══ Records supplied

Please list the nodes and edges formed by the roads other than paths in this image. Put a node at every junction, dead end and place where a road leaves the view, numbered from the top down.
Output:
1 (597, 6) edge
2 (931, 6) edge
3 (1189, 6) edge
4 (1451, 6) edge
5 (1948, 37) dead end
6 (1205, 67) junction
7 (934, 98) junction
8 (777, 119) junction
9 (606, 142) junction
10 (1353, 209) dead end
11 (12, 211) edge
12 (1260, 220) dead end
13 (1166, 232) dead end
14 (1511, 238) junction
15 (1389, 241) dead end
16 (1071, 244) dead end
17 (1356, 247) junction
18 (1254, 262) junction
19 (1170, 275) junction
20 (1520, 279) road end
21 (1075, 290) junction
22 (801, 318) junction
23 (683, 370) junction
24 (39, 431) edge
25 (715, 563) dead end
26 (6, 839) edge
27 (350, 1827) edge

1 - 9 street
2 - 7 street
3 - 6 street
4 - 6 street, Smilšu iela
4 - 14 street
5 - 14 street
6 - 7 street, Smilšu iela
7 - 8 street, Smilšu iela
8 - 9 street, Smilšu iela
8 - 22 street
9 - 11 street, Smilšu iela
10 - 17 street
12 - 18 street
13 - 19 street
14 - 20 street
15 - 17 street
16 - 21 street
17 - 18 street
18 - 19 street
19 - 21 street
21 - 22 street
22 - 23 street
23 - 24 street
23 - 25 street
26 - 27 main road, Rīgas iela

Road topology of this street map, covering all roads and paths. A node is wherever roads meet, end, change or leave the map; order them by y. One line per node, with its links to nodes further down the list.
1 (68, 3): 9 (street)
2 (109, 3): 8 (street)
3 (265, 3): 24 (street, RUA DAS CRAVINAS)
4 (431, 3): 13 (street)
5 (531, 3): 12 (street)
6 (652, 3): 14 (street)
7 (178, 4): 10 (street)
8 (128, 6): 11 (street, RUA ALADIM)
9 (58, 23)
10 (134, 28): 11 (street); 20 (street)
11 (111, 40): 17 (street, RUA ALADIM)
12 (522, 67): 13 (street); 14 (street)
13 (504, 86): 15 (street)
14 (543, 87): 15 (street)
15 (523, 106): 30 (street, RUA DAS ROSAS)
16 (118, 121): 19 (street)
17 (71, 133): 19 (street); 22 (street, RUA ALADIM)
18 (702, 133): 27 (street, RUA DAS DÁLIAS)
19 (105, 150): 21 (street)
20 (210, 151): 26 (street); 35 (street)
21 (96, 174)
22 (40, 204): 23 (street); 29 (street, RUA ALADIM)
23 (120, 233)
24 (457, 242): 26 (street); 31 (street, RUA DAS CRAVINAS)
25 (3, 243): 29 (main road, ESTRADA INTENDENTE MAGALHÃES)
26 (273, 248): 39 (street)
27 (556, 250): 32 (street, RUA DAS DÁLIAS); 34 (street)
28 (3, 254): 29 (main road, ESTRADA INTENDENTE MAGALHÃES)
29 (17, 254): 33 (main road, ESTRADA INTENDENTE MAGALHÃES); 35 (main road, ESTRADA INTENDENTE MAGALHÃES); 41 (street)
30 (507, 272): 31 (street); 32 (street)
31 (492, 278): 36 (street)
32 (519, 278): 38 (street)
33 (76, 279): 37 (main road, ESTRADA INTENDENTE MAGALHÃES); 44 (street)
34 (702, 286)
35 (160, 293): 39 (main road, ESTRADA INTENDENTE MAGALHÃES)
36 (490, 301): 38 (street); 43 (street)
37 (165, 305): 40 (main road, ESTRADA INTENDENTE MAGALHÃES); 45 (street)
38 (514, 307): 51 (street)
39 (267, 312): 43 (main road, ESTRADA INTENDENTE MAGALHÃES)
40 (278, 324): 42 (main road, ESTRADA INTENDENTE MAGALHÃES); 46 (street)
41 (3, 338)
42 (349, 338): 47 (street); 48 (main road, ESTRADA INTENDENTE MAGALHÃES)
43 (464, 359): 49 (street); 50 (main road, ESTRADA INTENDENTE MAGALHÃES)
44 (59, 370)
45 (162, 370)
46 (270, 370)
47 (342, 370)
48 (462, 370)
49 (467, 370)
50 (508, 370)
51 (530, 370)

════

* **Task to carry out**
Please restate the preceding entries word for word.

* **Exercise result**
Please list the nodes and edges formed by the roads other than paths in this image. Put a node at every junction, dead end and place where a road leaves the view, numbered from the top down.
Output:
1 (597, 6) edge
2 (931, 6) edge
3 (1189, 6) edge
4 (1451, 6) edge
5 (1948, 37) dead end
6 (1205, 67) junction
7 (934, 98) junction
8 (777, 119) junction
9 (606, 142) junction
10 (1353, 209) dead end
11 (12, 211) edge
12 (1260, 220) dead end
13 (1166, 232) dead end
14 (1511, 238) junction
15 (1389, 241) dead end
16 (1071, 244) dead end
17 (1356, 247) junction
18 (1254, 262) junction
19 (1170, 275) junction
20 (1520, 279) road end
21 (1075, 290) junction
22 (801, 318) junction
23 (683, 370) junction
24 (39, 431) edge
25 (715, 563) dead end
26 (6, 839) edge
27 (350, 1827) edge

1 - 9 street
2 - 7 street
3 - 6 street
4 - 6 street, Smilšu iela
4 - 14 street
5 - 14 street
6 - 7 street, Smilšu iela
7 - 8 street, Smilšu iela
8 - 9 street, Smilšu iela
8 - 22 street
9 - 11 street, Smilšu iela
10 - 17 street
12 - 18 street
13 - 19 street
14 - 20 street
15 - 17 street
16 - 21 street
17 - 18 street
18 - 19 street
19 - 21 street
21 - 22 street
22 - 23 street
23 - 24 street
23 - 25 street
26 - 27 main road, Rīgas iela

Road topology of this street map, covering all roads and paths. A node is wherever roads meet, end, change or leave the map; order them by y. One line per node, with its links to nodes further down the list.
1 (68, 3): 9 (street)
2 (109, 3): 8 (street)
3 (265, 3): 24 (street, RUA DAS CRAVINAS)
4 (431, 3): 13 (street)
5 (531, 3): 12 (street)
6 (652, 3): 14 (street)
7 (178, 4): 10 (street)
8 (128, 6): 11 (street, RUA ALADIM)
9 (58, 23)
10 (134, 28): 11 (street); 20 (street)
11 (111, 40): 17 (street, RUA ALADIM)
12 (522, 67): 13 (street); 14 (street)
13 (504, 86): 15 (street)
14 (543, 87): 15 (street)
15 (523, 106): 30 (street, RUA DAS ROSAS)
16 (118, 121): 19 (street)
17 (71, 133): 19 (street); 22 (street, RUA ALADIM)
18 (702, 133): 27 (street, RUA DAS DÁLIAS)
19 (105, 150): 21 (street)
20 (210, 151): 26 (street); 35 (street)
21 (96, 174)
22 (40, 204): 23 (street); 29 (street, RUA ALADIM)
23 (120, 233)
24 (457, 242): 26 (street); 31 (street, RUA DAS CRAVINAS)
25 (3, 243): 29 (main road, ESTRADA INTENDENTE MAGALHÃES)
26 (273, 248): 39 (street)
27 (556, 250): 32 (street, RUA DAS DÁLIAS); 34 (street)
28 (3, 254): 29 (main road, ESTRADA INTENDENTE MAGALHÃES)
29 (17, 254): 33 (main road, ESTRADA INTENDENTE MAGALHÃES); 35 (main road, ESTRADA INTENDENTE MAGALHÃES); 41 (street)
30 (507, 272): 31 (street); 32 (street)
31 (492, 278): 36 (street)
32 (519, 278): 38 (street)
33 (76, 279): 37 (main road, ESTRADA INTENDENTE MAGALHÃES); 44 (street)
34 (702, 286)
35 (160, 293): 39 (main road, ESTRADA INTENDENTE MAGALHÃES)
36 (490, 301): 38 (street); 43 (street)
37 (165, 305): 40 (main road, ESTRADA INTENDENTE MAGALHÃES); 45 (street)
38 (514, 307): 51 (street)
39 (267, 312): 43 (main road, ESTRADA INTENDENTE MAGALHÃES)
40 (278, 324): 42 (main road, ESTRADA INTENDENTE MAGALHÃES); 46 (street)
41 (3, 338)
42 (349, 338): 47 (street); 48 (main road, ESTRADA INTENDENTE MAGALHÃES)
43 (464, 359): 49 (street); 50 (main road, ESTRADA INTENDENTE MAGALHÃES)
44 (59, 370)
45 (162, 370)
46 (270, 370)
47 (342, 370)
48 (462, 370)
49 (467, 370)
50 (508, 370)
51 (530, 370)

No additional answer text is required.